Since it became known that director Edward Berger was going to release for Netflix a new version of the war classic filmed in 1930, No news at the front, it was known that the film was not going to go unnoticed. Is that this story, based on the novel by Erich Maria Remarque, is one of the most remembered war classics in the history of cinema. In addition, it is worth clarifying that there was another version in 1979, where Delbert Mann directed it for TV.
And every expectation is also accompanied by the demand. And it must be said that Berger’s film never lowers its guard. You can find some weak points, but its deployment and narrative is very precise.
No news at the front begins with one of the many battles that took place in the First World War, a conflict that caused some three million soldiers to die in the infamous trench warfare, where soldiers from both sides stood face to face in their trenches and fought for months in terribly unhygienic environments, surrounded by rats and facing a field riddled with bombs and corpses. The film does not escape this, and shows how these bodies are stripped of their uniforms, which are put in bags, washed and given to new soldiers.

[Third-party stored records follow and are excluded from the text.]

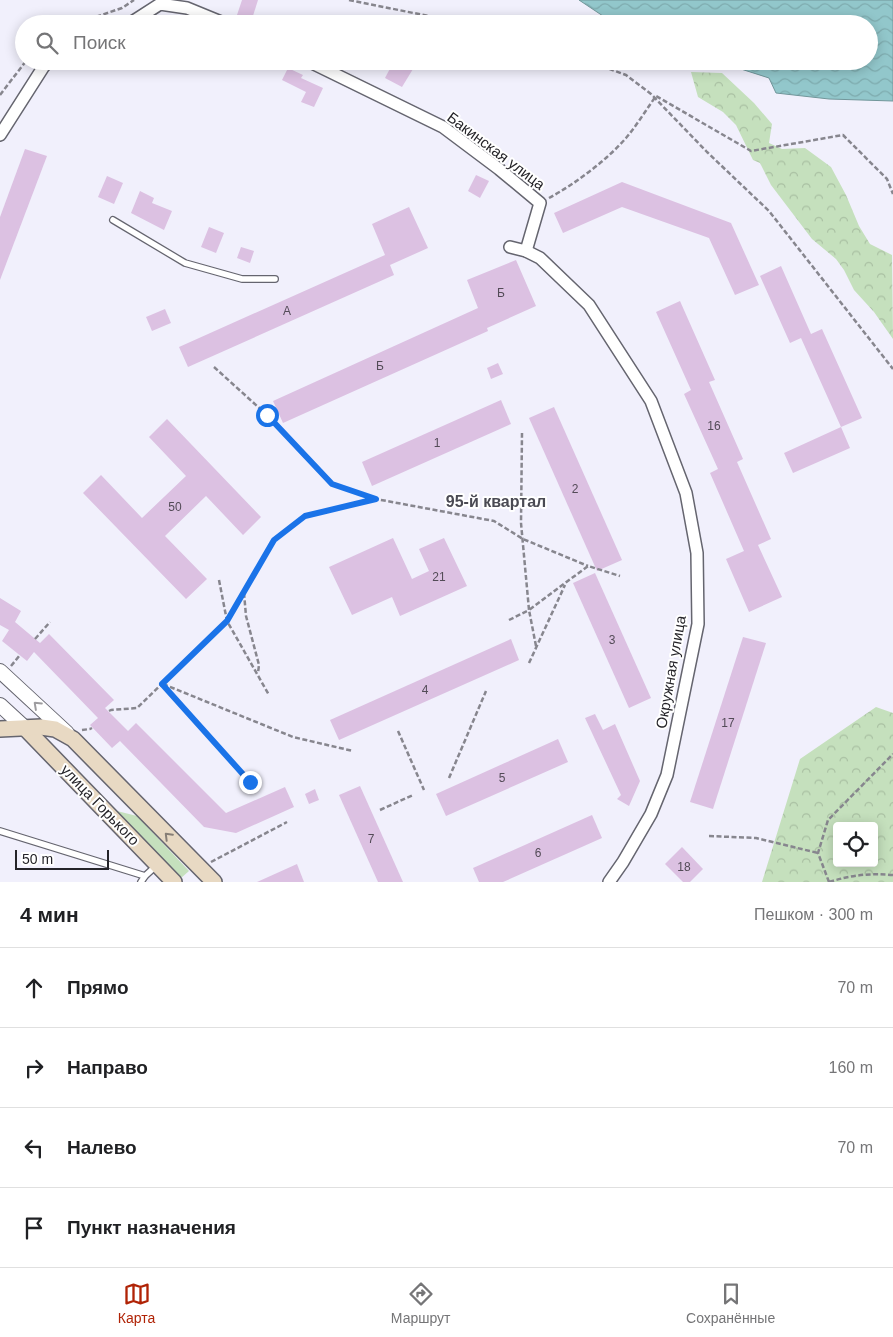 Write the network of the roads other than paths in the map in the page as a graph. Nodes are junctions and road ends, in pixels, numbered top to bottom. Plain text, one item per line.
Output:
1 (143, 15) edge
2 (204, 15) edge
3 (41, 70) edge
4 (326, 70) edge
5 (0, 135) edge
6 (113, 220) dead end
7 (510, 247) dead end
8 (526, 251) junction
9 (274, 279) dead end
10 (4, 670) edge
11 (0, 704) edge
12 (25, 728) junction
13 (0, 729) edge
14 (72, 739) junction
15 (0, 831) edge
16 (157, 865) junction
17 (145, 876) junction
18 (141, 882) edge
19 (174, 882) edge
20 (209, 882) edge
21 (609, 882) edge

1 - 2 street
3 - 5 street
4 - 8 street, Бакинская улица
6 - 9 lane
7 - 8 street
8 - 21 street, Окружная улица
14 -> 10 street, улица Горького
11 - 12 street, улица Горького
12 - 13 main road
12 - 14 main road, улица Горького
12 - 16 main road, улица Горького
20 -> 14 main road, улица Горького
15 - 17 lane
16 - 17 lane
16 - 19 main road, улица Горького
17 - 18 lane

There appears Paul Baümer, a 17-year-old who wants to go to war, a boy who loves his country and wants, like almost all his friends and acquaintances, to defend the country in combat. When he receives the uniform from him, it contains another name, to which the officer tells him that it must have been too small for him. Berger thus condenses the inhumanity of war, giving us the first warning that the front will be the place of cannon fodder, and that those behind it little understand (or prefer not to understand), what it means to live in those trenches.
And there begins its most tremendous side, a visual and technical display that has nothing to envy to the latest great war films such as 1917 by Sam Mendes. It even shares with this the use of sequence shots and the tracking of the character while he is surrounded by Danteous war scenarios.

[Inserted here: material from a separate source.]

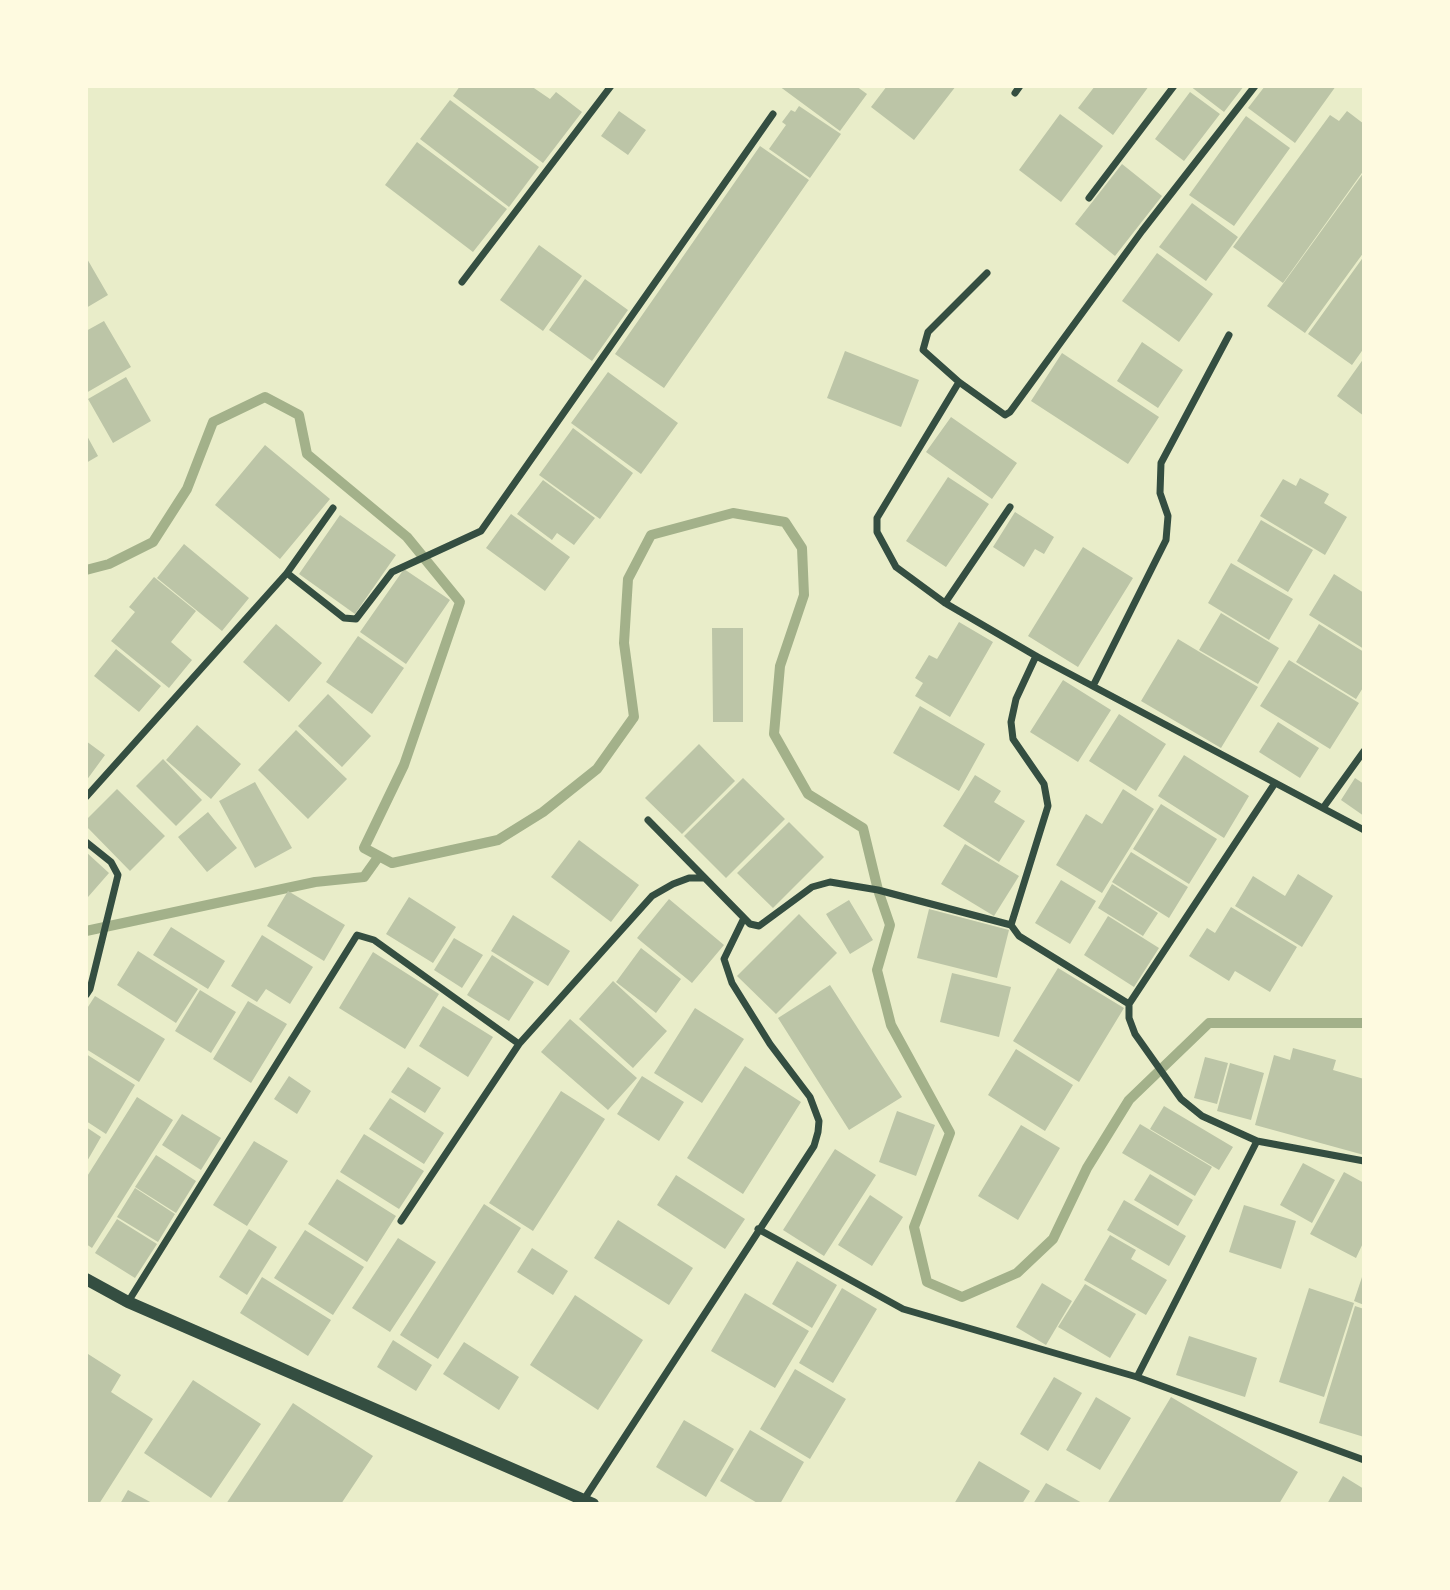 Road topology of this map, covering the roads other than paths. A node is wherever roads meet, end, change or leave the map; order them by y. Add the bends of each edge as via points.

On the other hand, and returning to the parallel story, the film also shows the negotiation between German and French leaders, in the negotiation to end the war and put an end to the massacre. Undoubtedly these scenes are enhanced when we come to observe so crudely what was happening on the front.
the remake of No news at the front It lives up to its previous versions, it is a magnificent work of war, and, although it is not very innovative in its forms, it rounds off a work of great quality. Being the German candidate for the Oscar for Best International Filmmay be one of the candidates.